Images aside, the whole listing should be written out word for word.

SUPPLIED ENTRIES: Begin

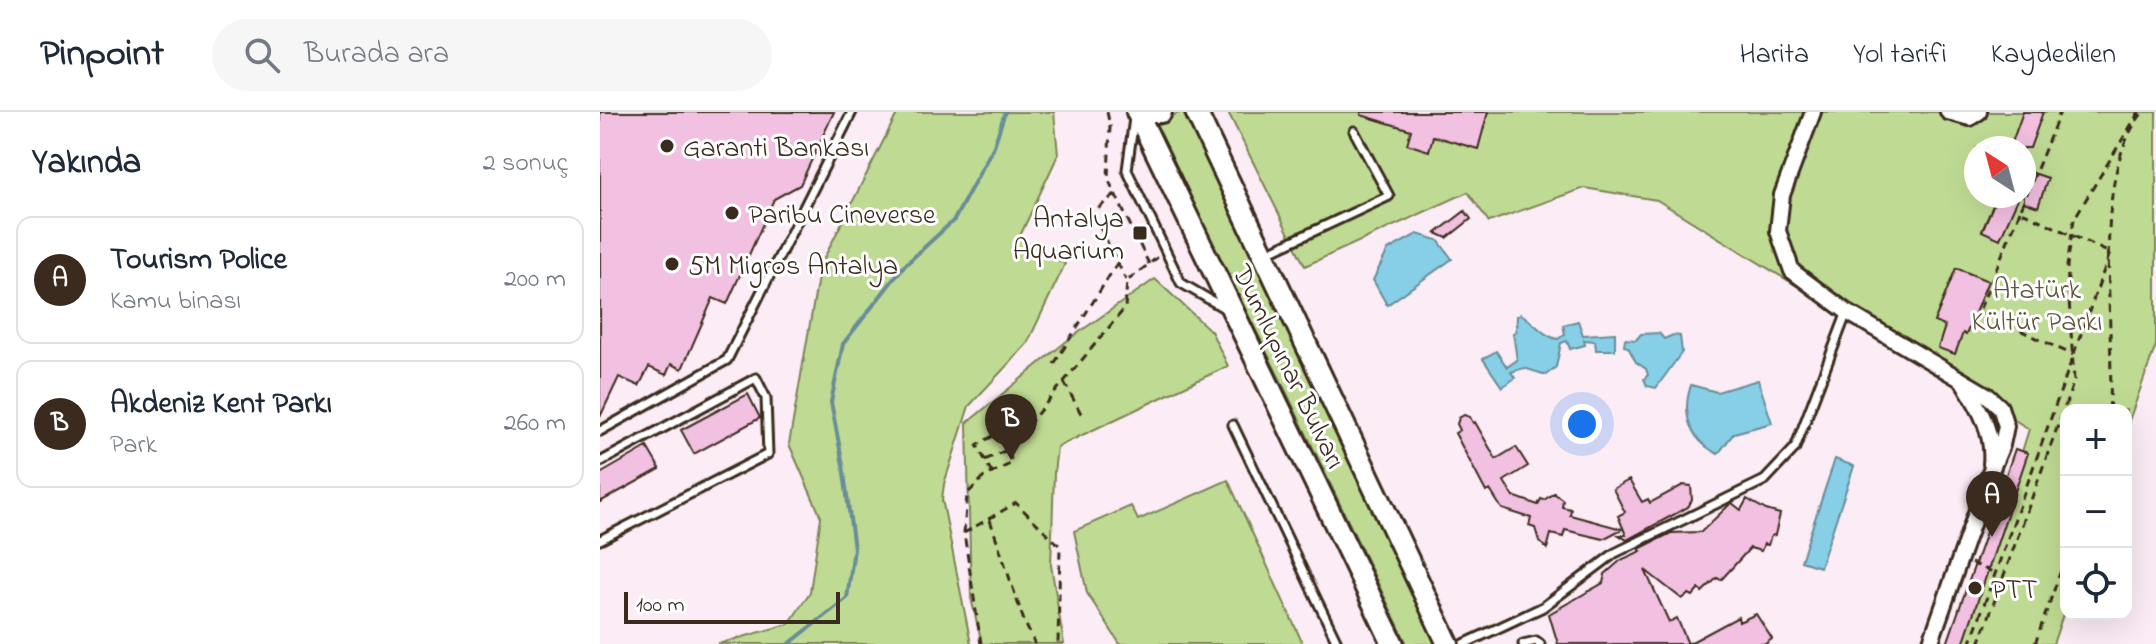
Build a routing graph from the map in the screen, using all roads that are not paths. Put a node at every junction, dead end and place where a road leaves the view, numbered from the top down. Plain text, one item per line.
1 (852, 112) edge
2 (1136, 112) edge
3 (1148, 112) edge
4 (1161, 112) edge
5 (1196, 112) edge
6 (1813, 112) edge
7 (1948, 112) edge
8 (1979, 112) edge
9 (1354, 131) dead end
10 (1265, 254) junction
11 (1847, 312) junction
12 (1235, 315) junction
13 (1233, 425) dead end
14 (600, 431) edge
15 (600, 462) edge
16 (600, 540) edge
17 (1338, 644) edge
18 (1393, 644) edge
19 (1448, 644) edge
20 (1464, 644) edge
21 (1523, 644) edge
22 (1540, 644) edge
23 (1930, 644) edge

1 - 14 lane
2 - 12 main road, Dumlupınar Bulvarı
2 - 12 lane
3 - 4 main road
5 - 10 main road, Dumlupınar Bulvarı
6 - 11 street
7 - 8 street
9 - 10 lane
10 - 19 main road, Dumlupınar Bulvarı
11 - 20 lane
11 - 23 street
12 - 18 main road, Dumlupınar Bulvarı
13 - 17 lane
15 - 16 lane
21 - 22 lane

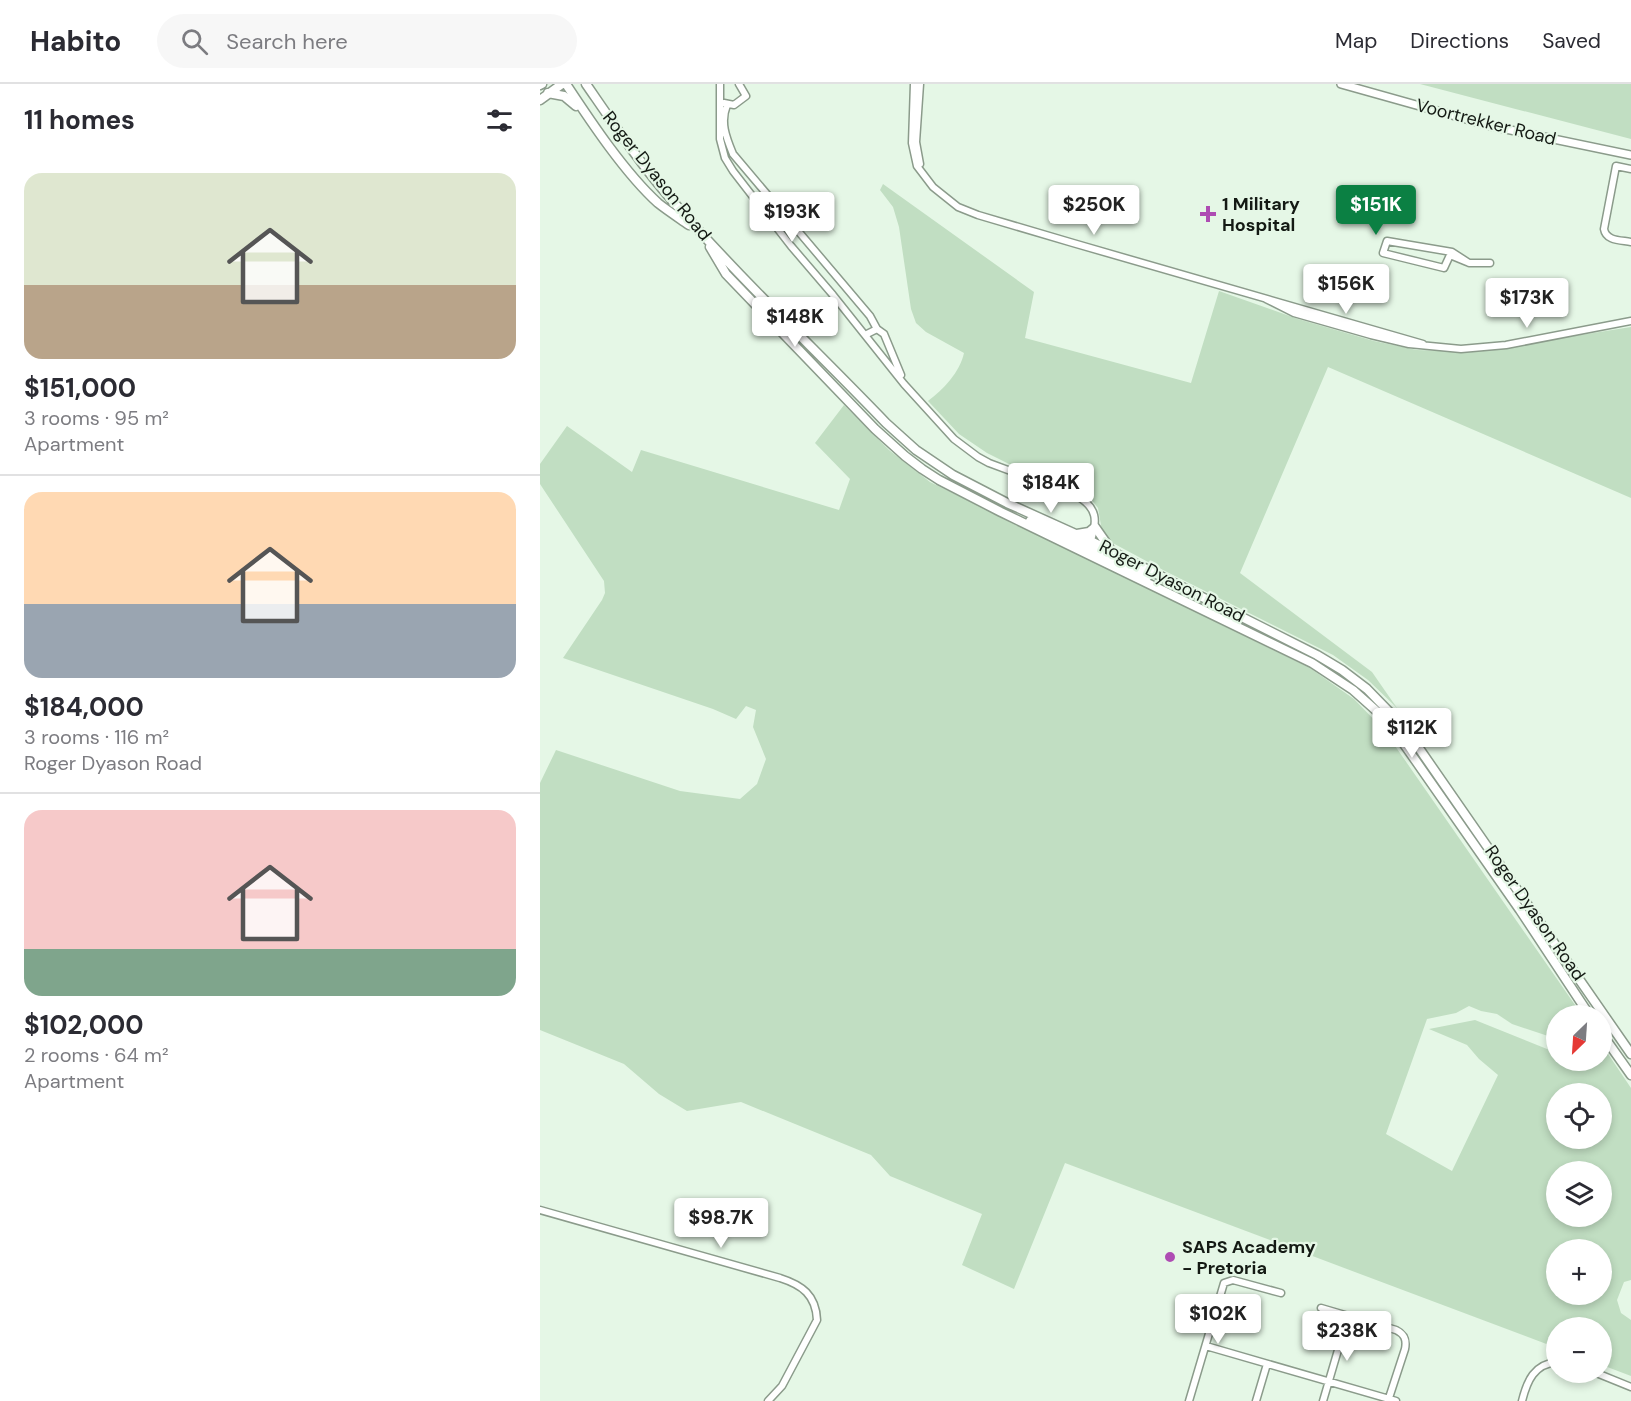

SUPPLIED ENTRIES: End

YOUR RESPONSE
Build a routing graph from the map in the screen, using all roads that are not paths. Put a node at every junction, dead end and place where a road leaves the view, numbered from the top down. Plain text, one item per line.
1 (852, 112) edge
2 (1136, 112) edge
3 (1148, 112) edge
4 (1161, 112) edge
5 (1196, 112) edge
6 (1813, 112) edge
7 (1948, 112) edge
8 (1979, 112) edge
9 (1354, 131) dead end
10 (1265, 254) junction
11 (1847, 312) junction
12 (1235, 315) junction
13 (1233, 425) dead end
14 (600, 431) edge
15 (600, 462) edge
16 (600, 540) edge
17 (1338, 644) edge
18 (1393, 644) edge
19 (1448, 644) edge
20 (1464, 644) edge
21 (1523, 644) edge
22 (1540, 644) edge
23 (1930, 644) edge

1 - 14 lane
2 - 12 main road, Dumlupınar Bulvarı
2 - 12 lane
3 - 4 main road
5 - 10 main road, Dumlupınar Bulvarı
6 - 11 street
7 - 8 street
9 - 10 lane
10 - 19 main road, Dumlupınar Bulvarı
11 - 20 lane
11 - 23 street
12 - 18 main road, Dumlupınar Bulvarı
13 - 17 lane
15 - 16 lane
21 - 22 lane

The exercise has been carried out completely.